Exercise details
The whole listing below must be printed again exactly, images excluded.

#### Raw data

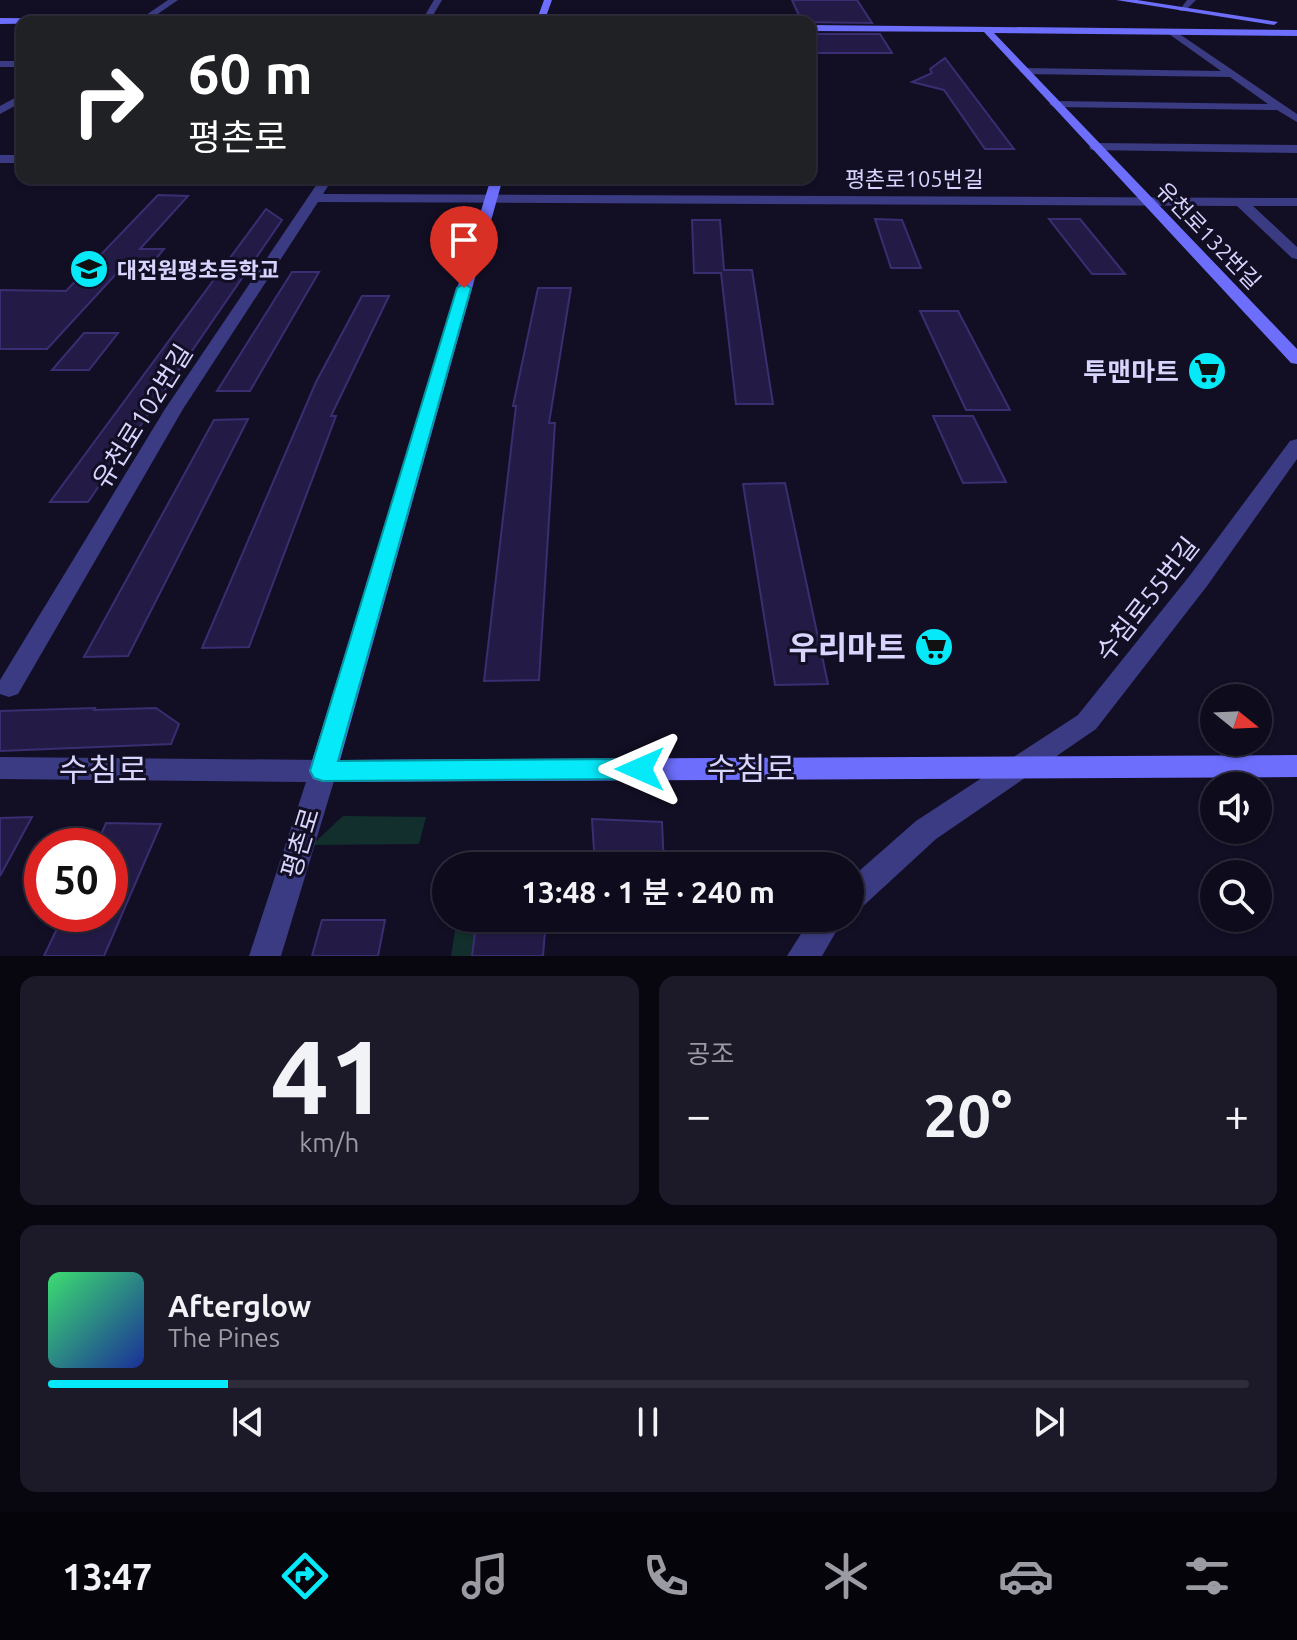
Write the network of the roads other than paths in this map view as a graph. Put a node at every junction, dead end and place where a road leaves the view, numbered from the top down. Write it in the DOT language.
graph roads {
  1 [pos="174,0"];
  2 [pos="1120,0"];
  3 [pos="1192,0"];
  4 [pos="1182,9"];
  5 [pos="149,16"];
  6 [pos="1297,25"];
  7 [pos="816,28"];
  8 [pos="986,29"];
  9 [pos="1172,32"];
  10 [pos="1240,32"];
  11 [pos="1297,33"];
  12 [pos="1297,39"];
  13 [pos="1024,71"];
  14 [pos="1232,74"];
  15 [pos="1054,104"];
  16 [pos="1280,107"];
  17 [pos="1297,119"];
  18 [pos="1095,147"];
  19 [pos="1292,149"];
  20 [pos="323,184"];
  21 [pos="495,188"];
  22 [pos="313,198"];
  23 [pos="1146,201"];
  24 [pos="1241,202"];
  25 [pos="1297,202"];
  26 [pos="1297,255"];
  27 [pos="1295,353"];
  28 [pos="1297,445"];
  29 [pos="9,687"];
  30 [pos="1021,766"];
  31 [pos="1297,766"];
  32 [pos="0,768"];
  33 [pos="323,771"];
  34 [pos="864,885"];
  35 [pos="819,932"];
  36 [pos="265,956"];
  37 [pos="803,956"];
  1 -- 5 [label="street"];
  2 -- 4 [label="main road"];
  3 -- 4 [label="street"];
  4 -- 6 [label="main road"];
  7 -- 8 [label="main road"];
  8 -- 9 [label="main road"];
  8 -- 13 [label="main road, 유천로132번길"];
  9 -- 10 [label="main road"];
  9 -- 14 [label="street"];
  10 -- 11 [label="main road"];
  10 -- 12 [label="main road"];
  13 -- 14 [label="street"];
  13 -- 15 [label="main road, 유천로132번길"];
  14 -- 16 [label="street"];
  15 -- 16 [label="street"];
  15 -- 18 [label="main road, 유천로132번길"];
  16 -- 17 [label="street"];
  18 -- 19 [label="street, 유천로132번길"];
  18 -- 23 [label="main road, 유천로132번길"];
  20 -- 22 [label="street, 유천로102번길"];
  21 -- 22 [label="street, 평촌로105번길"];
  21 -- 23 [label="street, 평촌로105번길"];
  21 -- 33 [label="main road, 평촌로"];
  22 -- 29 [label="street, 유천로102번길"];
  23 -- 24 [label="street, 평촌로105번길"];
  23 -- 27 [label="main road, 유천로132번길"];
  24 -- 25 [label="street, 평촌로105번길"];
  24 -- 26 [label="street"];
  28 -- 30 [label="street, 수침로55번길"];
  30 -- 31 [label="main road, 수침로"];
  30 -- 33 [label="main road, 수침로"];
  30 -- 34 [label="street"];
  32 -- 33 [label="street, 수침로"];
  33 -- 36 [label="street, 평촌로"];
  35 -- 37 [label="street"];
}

########

Finished exercise
Write the network of the roads other than paths in this map view as a graph. Put a node at every junction, dead end and place where a road leaves the view, numbered from the top down. Write it in the DOT language.
graph roads {
  1 [pos="174,0"];
  2 [pos="1120,0"];
  3 [pos="1192,0"];
  4 [pos="1182,9"];
  5 [pos="149,16"];
  6 [pos="1297,25"];
  7 [pos="816,28"];
  8 [pos="986,29"];
  9 [pos="1172,32"];
  10 [pos="1240,32"];
  11 [pos="1297,33"];
  12 [pos="1297,39"];
  13 [pos="1024,71"];
  14 [pos="1232,74"];
  15 [pos="1054,104"];
  16 [pos="1280,107"];
  17 [pos="1297,119"];
  18 [pos="1095,147"];
  19 [pos="1292,149"];
  20 [pos="323,184"];
  21 [pos="495,188"];
  22 [pos="313,198"];
  23 [pos="1146,201"];
  24 [pos="1241,202"];
  25 [pos="1297,202"];
  26 [pos="1297,255"];
  27 [pos="1295,353"];
  28 [pos="1297,445"];
  29 [pos="9,687"];
  30 [pos="1021,766"];
  31 [pos="1297,766"];
  32 [pos="0,768"];
  33 [pos="323,771"];
  34 [pos="864,885"];
  35 [pos="819,932"];
  36 [pos="265,956"];
  37 [pos="803,956"];
  1 -- 5 [label="street"];
  2 -- 4 [label="main road"];
  3 -- 4 [label="street"];
  4 -- 6 [label="main road"];
  7 -- 8 [label="main road"];
  8 -- 9 [label="main road"];
  8 -- 13 [label="main road, 유천로132번길"];
  9 -- 10 [label="main road"];
  9 -- 14 [label="street"];
  10 -- 11 [label="main road"];
  10 -- 12 [label="main road"];
  13 -- 14 [label="street"];
  13 -- 15 [label="main road, 유천로132번길"];
  14 -- 16 [label="street"];
  15 -- 16 [label="street"];
  15 -- 18 [label="main road, 유천로132번길"];
  16 -- 17 [label="street"];
  18 -- 19 [label="street, 유천로132번길"];
  18 -- 23 [label="main road, 유천로132번길"];
  20 -- 22 [label="street, 유천로102번길"];
  21 -- 22 [label="street, 평촌로105번길"];
  21 -- 23 [label="street, 평촌로105번길"];
  21 -- 33 [label="main road, 평촌로"];
  22 -- 29 [label="street, 유천로102번길"];
  23 -- 24 [label="street, 평촌로105번길"];
  23 -- 27 [label="main road, 유천로132번길"];
  24 -- 25 [label="street, 평촌로105번길"];
  24 -- 26 [label="street"];
  28 -- 30 [label="street, 수침로55번길"];
  30 -- 31 [label="main road, 수침로"];
  30 -- 33 [label="main road, 수침로"];
  30 -- 34 [label="street"];
  32 -- 33 [label="street, 수침로"];
  33 -- 36 [label="street, 평촌로"];
  35 -- 37 [label="street"];
}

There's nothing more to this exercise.